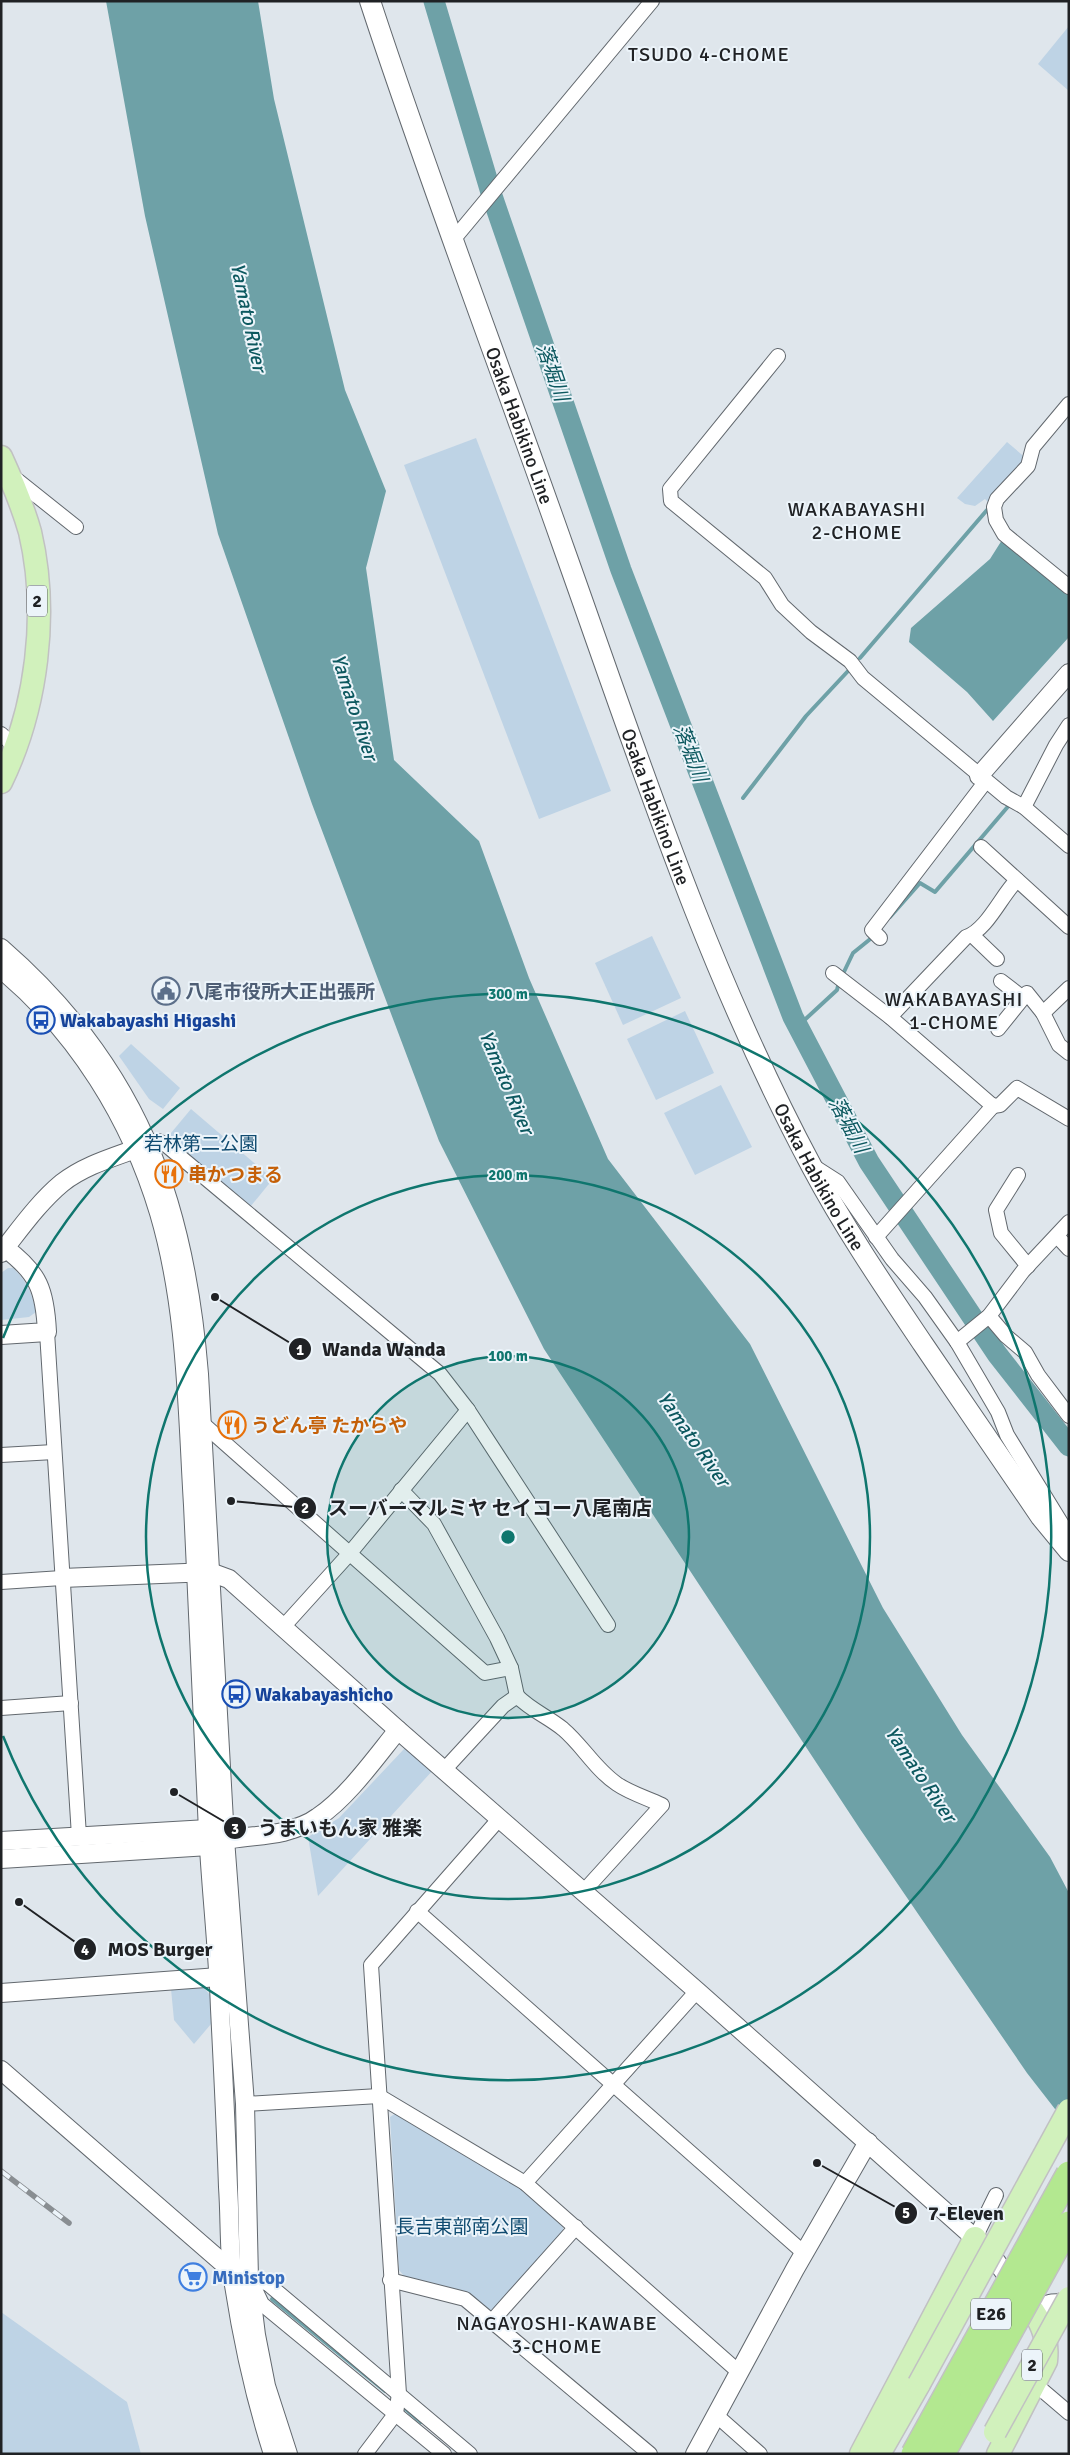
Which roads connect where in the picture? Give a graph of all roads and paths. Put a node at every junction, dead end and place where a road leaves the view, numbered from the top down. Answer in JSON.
{"nodes":[{"id":1,"x":370,"y":1,"type":"edge"},
{"id":2,"x":652,"y":1,"type":"edge"},
{"id":3,"x":453,"y":240,"type":"junction"},
{"id":4,"x":778,"y":356,"type":"dead end"},
{"id":5,"x":1069,"y":404,"type":"edge"},
{"id":6,"x":4,"y":468,"type":"edge"},
{"id":7,"x":76,"y":528,"type":"dead end"},
{"id":8,"x":1069,"y":587,"type":"edge"},
{"id":9,"x":1069,"y":673,"type":"edge"},
{"id":10,"x":1069,"y":725,"type":"edge"},
{"id":11,"x":8,"y":741,"type":"edge"},
{"id":12,"x":982,"y":778,"type":"junction"},
{"id":13,"x":1,"y":782,"type":"edge"},
{"id":14,"x":1024,"y":807,"type":"junction"},
{"id":15,"x":1069,"y":846,"type":"edge"},
{"id":16,"x":980,"y":847,"type":"dead end"},
{"id":17,"x":1016,"y":880,"type":"junction"},
{"id":18,"x":1069,"y":928,"type":"edge"},
{"id":19,"x":876,"y":934,"type":"dead end"},
{"id":20,"x":972,"y":935,"type":"junction"},
{"id":21,"x":1,"y":948,"type":"edge"},
{"id":22,"x":997,"y":958,"type":"dead end"},
{"id":23,"x":1,"y":969,"type":"edge"},
{"id":24,"x":838,"y":977,"type":"dead end"},
{"id":25,"x":1001,"y":981,"type":"dead end"},
{"id":26,"x":1069,"y":988,"type":"edge"},
{"id":27,"x":1023,"y":998,"type":"junction"},
{"id":28,"x":1043,"y":1012,"type":"junction"},
{"id":29,"x":890,"y":1017,"type":"junction"},
{"id":30,"x":998,"y":1029,"type":"dead end"},
{"id":31,"x":1069,"y":1053,"type":"edge"},
{"id":32,"x":993,"y":1106,"type":"junction"},
{"id":33,"x":1067,"y":1112,"type":"edge"},
{"id":34,"x":143,"y":1146,"type":"junction"},
{"id":35,"x":810,"y":1164,"type":"junction"},
{"id":36,"x":1018,"y":1174,"type":"dead end"},
{"id":37,"x":1069,"y":1222,"type":"edge"},
{"id":38,"x":880,"y":1232,"type":"junction"},
{"id":39,"x":1057,"y":1236,"type":"junction"},
{"id":40,"x":2,"y":1249,"type":"edge"},
{"id":41,"x":1069,"y":1249,"type":"edge"},
{"id":42,"x":1028,"y":1266,"type":"junction"},
{"id":43,"x":989,"y":1316,"type":"junction"},
{"id":44,"x":47,"y":1332,"type":"junction"},
{"id":45,"x":1,"y":1335,"type":"edge"},
{"id":46,"x":957,"y":1342,"type":"junction"},
{"id":47,"x":468,"y":1410,"type":"junction"},
{"id":48,"x":1069,"y":1416,"type":"edge"},
{"id":49,"x":202,"y":1423,"type":"junction"},
{"id":50,"x":54,"y":1452,"type":"junction"},
{"id":51,"x":1,"y":1455,"type":"edge"},
{"id":52,"x":401,"y":1490,"type":"junction"},
{"id":53,"x":1065,"y":1547,"type":"edge"},
{"id":54,"x":350,"y":1552,"type":"junction"},
{"id":55,"x":203,"y":1573,"type":"junction"},
{"id":56,"x":62,"y":1578,"type":"junction"},
{"id":57,"x":1,"y":1582,"type":"edge"},
{"id":58,"x":608,"y":1625,"type":"dead end"},
{"id":59,"x":284,"y":1626,"type":"junction"},
{"id":60,"x":511,"y":1668,"type":"junction"},
{"id":61,"x":517,"y":1696,"type":"junction"},
{"id":62,"x":71,"y":1703,"type":"junction"},
{"id":63,"x":1,"y":1708,"type":"edge"},
{"id":64,"x":398,"y":1730,"type":"junction"},
{"id":65,"x":444,"y":1770,"type":"junction"},
{"id":66,"x":500,"y":1818,"type":"junction"},
{"id":67,"x":79,"y":1836,"type":"junction"},
{"id":68,"x":208,"y":1837,"type":"junction"},
{"id":69,"x":225,"y":1838,"type":"junction"},
{"id":70,"x":1,"y":1841,"type":"edge"},
{"id":71,"x":1,"y":1859,"type":"edge"},
{"id":72,"x":584,"y":1891,"type":"junction"},
{"id":73,"x":417,"y":1911,"type":"junction"},
{"id":74,"x":219,"y":1977,"type":"junction"},
{"id":75,"x":697,"y":1991,"type":"junction"},
{"id":76,"x":1,"y":1993,"type":"edge"},
{"id":77,"x":1,"y":2070,"type":"edge"},
{"id":78,"x":612,"y":2084,"type":"junction"},
{"id":79,"x":379,"y":2096,"type":"junction"},
{"id":80,"x":245,"y":2104,"type":"junction"},
{"id":81,"x":1069,"y":2110,"type":"edge"},
{"id":82,"x":868,"y":2142,"type":"junction"},
{"id":83,"x":1069,"y":2174,"type":"edge"},
{"id":84,"x":525,"y":2183,"type":"junction"},
{"id":85,"x":996,"y":2195,"type":"dead end"},
{"id":86,"x":1069,"y":2224,"type":"edge"},
{"id":87,"x":576,"y":2227,"type":"junction"},
{"id":88,"x":974,"y":2238,"type":"junction"},
{"id":89,"x":1069,"y":2240,"type":"edge"},
{"id":90,"x":804,"y":2252,"type":"junction"},
{"id":91,"x":232,"y":2270,"type":"junction"},
{"id":92,"x":249,"y":2278,"type":"junction"},
{"id":93,"x":390,"y":2280,"type":"junction"},
{"id":94,"x":1069,"y":2298,"type":"edge"},
{"id":95,"x":1069,"y":2307,"type":"edge"},
{"id":96,"x":1033,"y":2311,"type":"junction"},
{"id":97,"x":492,"y":2321,"type":"junction"},
{"id":98,"x":1010,"y":2330,"type":"junction"},
{"id":99,"x":740,"y":2373,"type":"junction"},
{"id":100,"x":1035,"y":2384,"type":"junction"},
{"id":101,"x":399,"y":2394,"type":"junction"},
{"id":102,"x":396,"y":2413,"type":"junction"},
{"id":103,"x":1069,"y":2413,"type":"edge"},
{"id":104,"x":716,"y":2416,"type":"junction"},
{"id":105,"x":438,"y":2452,"type":"edge"},
{"id":106,"x":273,"y":2454,"type":"edge"},
{"id":107,"x":288,"y":2454,"type":"edge"},
{"id":108,"x":365,"y":2454,"type":"edge"},
{"id":109,"x":470,"y":2454,"type":"edge"},
{"id":110,"x":650,"y":2454,"type":"edge"},
{"id":111,"x":695,"y":2454,"type":"edge"},
{"id":112,"x":760,"y":2454,"type":"edge"},
{"id":113,"x":861,"y":2454,"type":"edge"},
{"id":114,"x":879,"y":2454,"type":"edge"},
{"id":115,"x":914,"y":2454,"type":"edge"},
{"id":116,"x":942,"y":2454,"type":"edge"},
{"id":117,"x":983,"y":2454,"type":"edge"},
{"id":118,"x":998,"y":2454,"type":"edge"}],
"edges":[{"from":1,"to":3,"type":"main road","name":"Osaka Habikino Line"},
{"from":2,"to":3,"type":"street"},
{"from":3,"to":35,"type":"main road","name":"Osaka Habikino Line"},
{"from":4,"to":12,"type":"street"},
{"from":5,"to":8,"type":"street"},
{"from":6,"to":7,"type":"street"},
{"from":6,"to":11,"type":"main road","number":"2"},
{"from":9,"to":12,"type":"street"},
{"from":10,"to":14,"type":"street"},
{"from":11,"to":13,"type":"main road","number":"2"},
{"from":12,"to":14,"type":"street"},
{"from":12,"to":19,"type":"street"},
{"from":14,"to":15,"type":"street"},
{"from":16,"to":17,"type":"street"},
{"from":17,"to":18,"type":"street"},
{"from":17,"to":20,"type":"street"},
{"from":20,"to":22,"type":"street"},
{"from":20,"to":29,"type":"street"},
{"from":21,"to":34,"type":"street"},
{"from":23,"to":34,"type":"street"},
{"from":24,"to":29,"type":"street"},
{"from":25,"to":27,"type":"street"},
{"from":26,"to":28,"type":"street"},
{"from":27,"to":28,"type":"street"},
{"from":27,"to":30,"type":"street"},
{"from":28,"to":31,"type":"street"},
{"from":29,"to":32,"type":"street"},
{"from":32,"to":33,"type":"street"},
{"from":32,"to":38,"type":"street"},
{"from":34,"to":40,"type":"street"},
{"from":34,"to":47,"type":"street"},
{"from":34,"to":49,"type":"street"},
{"from":34,"to":55,"type":"street"},
{"from":35,"to":38,"type":"street"},
{"from":35,"to":53,"type":"main road","name":"Osaka Habikino Line"},
{"from":36,"to":42,"type":"street"},
{"from":37,"to":39,"type":"street"},
{"from":38,"to":46,"type":"street"},
{"from":39,"to":41,"type":"street"},
{"from":39,"to":42,"type":"street"},
{"from":40,"to":44,"type":"street"},
{"from":42,"to":43,"type":"street"},
{"from":43,"to":46,"type":"street"},
{"from":43,"to":48,"type":"street"},
{"from":44,"to":45,"type":"street"},
{"from":44,"to":50,"type":"street"},
{"from":46,"to":53,"type":"street"},
{"from":47,"to":52,"type":"street"},
{"from":47,"to":58,"type":"street"},
{"from":49,"to":54,"type":"street"},
{"from":49,"to":55,"type":"street"},
{"from":50,"to":51,"type":"street"},
{"from":50,"to":56,"type":"street"},
{"from":52,"to":54,"type":"street"},
{"from":52,"to":60,"type":"street"},
{"from":54,"to":59,"type":"street"},
{"from":54,"to":60,"type":"street"},
{"from":55,"to":56,"type":"street"},
{"from":55,"to":59,"type":"street"},
{"from":55,"to":68,"type":"street"},
{"from":55,"to":69,"type":"street"},
{"from":56,"to":57,"type":"street"},
{"from":56,"to":62,"type":"street"},
{"from":59,"to":64,"type":"street"},
{"from":60,"to":61,"type":"street"},
{"from":61,"to":65,"type":"street"},
{"from":61,"to":72,"type":"street"},
{"from":62,"to":63,"type":"street"},
{"from":62,"to":67,"type":"street"},
{"from":64,"to":65,"type":"street"},
{"from":64,"to":69,"type":"street"},
{"from":65,"to":66,"type":"street"},
{"from":66,"to":72,"type":"street"},
{"from":66,"to":73,"type":"street"},
{"from":67,"to":68,"type":"street"},
{"from":67,"to":70,"type":"street"},
{"from":68,"to":69,"type":"street"},
{"from":68,"to":71,"type":"street"},
{"from":68,"to":74,"type":"street"},
{"from":69,"to":80,"type":"street"},
{"from":72,"to":75,"type":"street"},
{"from":73,"to":78,"type":"street"},
{"from":73,"to":79,"type":"street"},
{"from":74,"to":76,"type":"street"},
{"from":74,"to":91,"type":"street"},
{"from":75,"to":78,"type":"street"},
{"from":75,"to":82,"type":"street"},
{"from":77,"to":91,"type":"street"},
{"from":78,"to":84,"type":"street"},
{"from":78,"to":90,"type":"street"},
{"from":79,"to":80,"type":"street"},
{"from":79,"to":84,"type":"street"},
{"from":79,"to":93,"type":"street"},
{"from":80,"to":92,"type":"street"},
{"from":81,"to":114,"type":"main road","bridge":true},
{"from":82,"to":88,"type":"street"},
{"from":82,"to":90,"type":"street"},
{"from":83,"to":115,"type":"highway","number":"E26","bridge":true},
{"from":84,"to":87,"type":"street"},
{"from":85,"to":88,"type":"street"},
{"from":86,"to":98,"type":"highway","number":"E26","bridge":true},
{"from":87,"to":97,"type":"street"},
{"from":87,"to":99,"type":"street"},
{"from":88,"to":96,"type":"street"},
{"from":88,"to":113,"type":"main road"},
{"from":89,"to":98,"type":"highway","number":"E26","bridge":true},
{"from":90,"to":99,"type":"street"},
{"from":91,"to":92,"type":"street"},
{"from":91,"to":106,"type":"street"},
{"from":92,"to":101,"type":"street"},
{"from":92,"to":102,"type":"street"},
{"from":92,"to":107,"type":"street"},
{"from":93,"to":97,"type":"street"},
{"from":93,"to":101,"type":"street"},
{"from":94,"to":117,"type":"main road","number":"2","bridge":true},
{"from":95,"to":96,"type":"street"},
{"from":96,"to":100,"type":"main road"},
{"from":97,"to":110,"type":"street"},
{"from":98,"to":116,"type":"highway","number":"E26","bridge":true},
{"from":99,"to":104,"type":"street"},
{"from":100,"to":103,"type":"street"},
{"from":100,"to":118,"type":"main road"},
{"from":101,"to":102,"type":"street"},
{"from":101,"to":109,"type":"street"},
{"from":102,"to":105,"type":"street"},
{"from":102,"to":108,"type":"street"},
{"from":104,"to":111,"type":"street"},
{"from":104,"to":112,"type":"street"}]}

**TASK REQUIREMENTS**
Lines containing the string "bridge" are the ones to copy from the entries above.

**WRITTEN SOLUTION**
{"from":81,"to":114,"type":"main road","bridge":true},
{"from":83,"to":115,"type":"highway","number":"E26","bridge":true},
{"from":86,"to":98,"type":"highway","number":"E26","bridge":true},
{"from":89,"to":98,"type":"highway","number":"E26","bridge":true},
{"from":94,"to":117,"type":"main road","number":"2","bridge":true},
{"from":98,"to":116,"type":"highway","number":"E26","bridge":true},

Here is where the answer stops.